*What you should do*.
State only how many lines below include the string "Nova".

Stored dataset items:
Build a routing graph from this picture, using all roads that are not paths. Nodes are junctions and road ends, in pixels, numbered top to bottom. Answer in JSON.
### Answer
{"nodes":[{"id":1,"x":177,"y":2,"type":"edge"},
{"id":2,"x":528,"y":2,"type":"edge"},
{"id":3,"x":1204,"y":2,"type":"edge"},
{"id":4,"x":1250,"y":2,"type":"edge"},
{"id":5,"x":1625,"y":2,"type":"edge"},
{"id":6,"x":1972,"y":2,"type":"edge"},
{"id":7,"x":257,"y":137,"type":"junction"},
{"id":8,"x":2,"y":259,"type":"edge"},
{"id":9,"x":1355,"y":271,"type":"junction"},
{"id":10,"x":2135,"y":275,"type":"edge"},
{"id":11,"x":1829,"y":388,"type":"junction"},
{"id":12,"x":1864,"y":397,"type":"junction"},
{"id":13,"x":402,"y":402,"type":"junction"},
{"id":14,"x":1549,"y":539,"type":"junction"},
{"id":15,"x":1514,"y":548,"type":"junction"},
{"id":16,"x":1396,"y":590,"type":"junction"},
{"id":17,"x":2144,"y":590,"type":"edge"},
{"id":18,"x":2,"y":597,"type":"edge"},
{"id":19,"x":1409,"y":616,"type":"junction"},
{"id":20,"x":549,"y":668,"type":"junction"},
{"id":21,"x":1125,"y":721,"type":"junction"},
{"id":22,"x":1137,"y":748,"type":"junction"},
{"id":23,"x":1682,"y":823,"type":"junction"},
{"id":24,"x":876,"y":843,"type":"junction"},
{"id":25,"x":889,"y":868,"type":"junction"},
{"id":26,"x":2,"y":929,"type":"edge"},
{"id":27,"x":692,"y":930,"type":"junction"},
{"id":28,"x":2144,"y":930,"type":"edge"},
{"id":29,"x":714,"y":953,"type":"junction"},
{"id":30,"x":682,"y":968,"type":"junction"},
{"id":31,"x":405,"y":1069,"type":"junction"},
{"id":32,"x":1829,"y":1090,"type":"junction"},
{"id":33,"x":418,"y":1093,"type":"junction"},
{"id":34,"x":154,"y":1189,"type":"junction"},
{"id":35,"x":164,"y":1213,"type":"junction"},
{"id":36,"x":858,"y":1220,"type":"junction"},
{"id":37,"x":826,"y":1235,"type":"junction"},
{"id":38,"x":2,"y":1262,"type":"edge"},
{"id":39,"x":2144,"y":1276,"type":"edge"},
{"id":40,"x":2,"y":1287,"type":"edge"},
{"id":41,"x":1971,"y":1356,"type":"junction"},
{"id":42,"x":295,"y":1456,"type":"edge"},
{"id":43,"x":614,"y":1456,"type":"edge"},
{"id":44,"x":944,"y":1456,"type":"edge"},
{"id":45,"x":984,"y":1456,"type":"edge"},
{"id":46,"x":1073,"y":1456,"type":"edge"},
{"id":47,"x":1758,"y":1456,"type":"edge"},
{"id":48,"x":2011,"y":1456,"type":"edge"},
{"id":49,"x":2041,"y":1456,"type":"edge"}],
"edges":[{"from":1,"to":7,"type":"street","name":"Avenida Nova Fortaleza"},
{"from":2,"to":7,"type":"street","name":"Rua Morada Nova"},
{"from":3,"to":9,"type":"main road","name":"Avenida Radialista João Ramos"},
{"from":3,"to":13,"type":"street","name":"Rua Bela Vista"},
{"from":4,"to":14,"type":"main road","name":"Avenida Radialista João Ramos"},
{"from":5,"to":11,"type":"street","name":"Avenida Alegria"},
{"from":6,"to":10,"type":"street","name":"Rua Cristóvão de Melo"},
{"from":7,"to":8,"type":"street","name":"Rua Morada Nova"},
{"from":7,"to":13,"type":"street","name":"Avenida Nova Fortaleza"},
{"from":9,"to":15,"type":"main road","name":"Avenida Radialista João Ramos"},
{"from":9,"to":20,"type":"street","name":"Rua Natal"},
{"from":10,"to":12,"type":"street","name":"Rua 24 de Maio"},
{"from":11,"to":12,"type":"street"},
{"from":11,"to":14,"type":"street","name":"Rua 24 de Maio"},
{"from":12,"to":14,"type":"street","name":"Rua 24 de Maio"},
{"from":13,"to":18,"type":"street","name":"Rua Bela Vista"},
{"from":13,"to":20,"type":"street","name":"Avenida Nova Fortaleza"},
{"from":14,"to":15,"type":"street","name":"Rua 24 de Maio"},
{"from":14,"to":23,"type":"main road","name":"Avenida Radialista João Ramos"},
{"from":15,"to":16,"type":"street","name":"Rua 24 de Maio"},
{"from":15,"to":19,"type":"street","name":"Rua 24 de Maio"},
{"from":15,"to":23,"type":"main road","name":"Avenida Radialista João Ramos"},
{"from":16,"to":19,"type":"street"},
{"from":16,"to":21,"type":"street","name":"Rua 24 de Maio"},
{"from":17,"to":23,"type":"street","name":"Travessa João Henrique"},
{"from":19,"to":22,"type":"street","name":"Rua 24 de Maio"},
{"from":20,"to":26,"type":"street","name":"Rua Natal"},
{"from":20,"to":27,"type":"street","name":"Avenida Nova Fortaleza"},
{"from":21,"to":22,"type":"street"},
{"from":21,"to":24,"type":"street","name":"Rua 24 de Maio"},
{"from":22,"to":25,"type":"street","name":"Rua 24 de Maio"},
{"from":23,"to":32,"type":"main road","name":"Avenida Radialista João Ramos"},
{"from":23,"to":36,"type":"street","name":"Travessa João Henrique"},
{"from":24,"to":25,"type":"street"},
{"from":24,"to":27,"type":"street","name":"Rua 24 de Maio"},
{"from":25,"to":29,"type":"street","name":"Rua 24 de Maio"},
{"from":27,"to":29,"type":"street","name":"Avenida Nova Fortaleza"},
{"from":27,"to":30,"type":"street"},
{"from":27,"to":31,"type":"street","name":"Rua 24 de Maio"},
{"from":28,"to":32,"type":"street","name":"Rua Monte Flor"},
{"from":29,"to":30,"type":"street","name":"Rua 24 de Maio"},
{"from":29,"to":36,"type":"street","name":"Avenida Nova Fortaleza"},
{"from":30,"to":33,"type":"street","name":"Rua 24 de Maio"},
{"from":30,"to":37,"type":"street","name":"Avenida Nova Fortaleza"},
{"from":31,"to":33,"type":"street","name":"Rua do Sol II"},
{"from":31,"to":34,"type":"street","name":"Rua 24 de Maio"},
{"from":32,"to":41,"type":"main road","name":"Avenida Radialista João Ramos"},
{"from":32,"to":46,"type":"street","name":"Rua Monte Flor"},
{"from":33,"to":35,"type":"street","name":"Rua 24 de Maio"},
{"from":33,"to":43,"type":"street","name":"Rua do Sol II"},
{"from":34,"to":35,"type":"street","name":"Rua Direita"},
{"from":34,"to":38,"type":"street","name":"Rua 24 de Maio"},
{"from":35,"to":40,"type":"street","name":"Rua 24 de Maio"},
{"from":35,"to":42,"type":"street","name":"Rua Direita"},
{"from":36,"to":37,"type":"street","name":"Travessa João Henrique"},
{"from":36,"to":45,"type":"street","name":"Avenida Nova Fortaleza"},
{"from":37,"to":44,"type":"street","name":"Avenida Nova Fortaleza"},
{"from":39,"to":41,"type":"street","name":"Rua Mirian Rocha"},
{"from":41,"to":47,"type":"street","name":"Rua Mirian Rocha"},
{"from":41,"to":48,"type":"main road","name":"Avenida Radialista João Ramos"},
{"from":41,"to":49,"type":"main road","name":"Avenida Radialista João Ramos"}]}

*Reply*.
11